Given his status as one of the twentieth century’s most influential poets and musicians, Gil Scott-Heron’s early prose fiction has had a tendency to be somewhat eclipsed. The ‘godfather of rap’ took a year out of a degree he never finished to complete his novel The Vulture, which was published simultaneously with Small Talk at 125th and Lenox in 1970; and, while he did go on to publish another – The Nigger Factory – in 1972, the LP Heron made of Small Talk was to mark the beginning of a recording career from which he would not look back.
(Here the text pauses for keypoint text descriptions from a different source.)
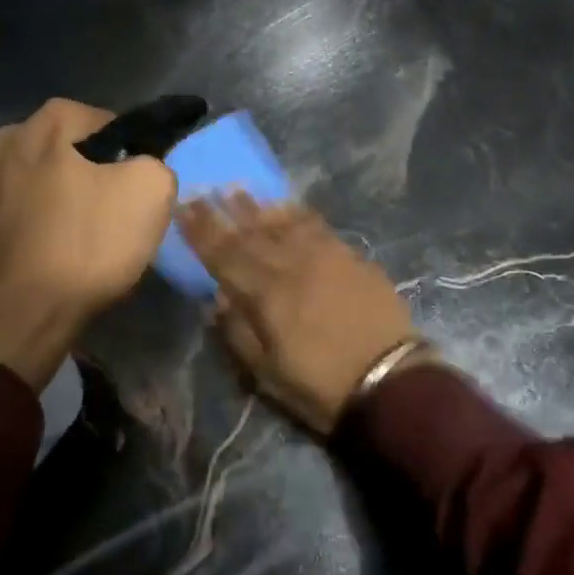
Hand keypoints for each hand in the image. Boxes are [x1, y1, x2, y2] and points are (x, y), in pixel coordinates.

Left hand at [0, 99, 177, 389]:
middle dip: (85, 174)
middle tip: (105, 215)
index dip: (127, 155)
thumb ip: (154, 162)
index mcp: (48, 122)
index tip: (133, 190)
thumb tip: (140, 167)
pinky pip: (6, 216)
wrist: (10, 321)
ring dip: (51, 202)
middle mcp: (3, 140)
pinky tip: (38, 258)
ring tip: (70, 242)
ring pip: (32, 183)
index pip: (105, 123)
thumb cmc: (84, 247)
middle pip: (63, 151)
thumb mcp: (151, 192)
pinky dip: (24, 229)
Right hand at [179, 194, 417, 435]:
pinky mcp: (350, 255)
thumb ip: (239, 332)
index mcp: (266, 295)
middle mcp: (291, 265)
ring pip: (282, 222)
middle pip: (250, 233)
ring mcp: (324, 255)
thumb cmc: (322, 386)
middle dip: (223, 212)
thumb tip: (217, 298)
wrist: (390, 380)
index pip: (224, 256)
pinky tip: (286, 205)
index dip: (201, 231)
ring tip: (237, 188)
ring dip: (257, 205)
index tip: (183, 207)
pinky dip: (296, 213)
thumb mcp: (268, 375)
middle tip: (204, 189)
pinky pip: (316, 225)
The Vulture is ostensibly a murder mystery – one which weaves together the lives of four men as it relates the story of the death of John Lee – but the novel is not so much a thrilling page-turner as a rich, poetic evocation of the lives of young black New Yorkers in the 1960s. The prose is imbued with the rhythms of Heron’s poetry, and it hangs somewhere between fiction and music even as it describes the grittiest of drug-related murders; indeed, when the characters name (as they often do) the songs playing at certain moments of their story, it only provides a label for the organic beat that has been running through the words themselves. The political consciousness and satirical edge present in Heron’s recorded music are equally felt in The Vulture, and there’s no denying that it’s a novel which is going to make you uncomfortable. The visceral reality of the world his characters inhabit gives you the feeling that you should just shut up and listen – this murder mystery is not one that invites the reader’s judgment.
The Vulture captures better than most other novels of the time the intangible atmosphere of the era it describes. You’re really living and breathing it until you’re hit with a killer line, such as, “They had decided long ago that the game of life really was not worth playing, because the inventor of the game kept most of the rules a secret,” that reminds you that this is the work of a poet who has constructed with absolute mastery a world that to you seems so very, very real. The ‘mystery’ element isn’t by any stretch the most exciting part of the book – indeed, the revelation of the murderer is so anticlimactic that it’s not initially obvious who it is – but it doesn’t matter; this novel is important. You only have to read it to know.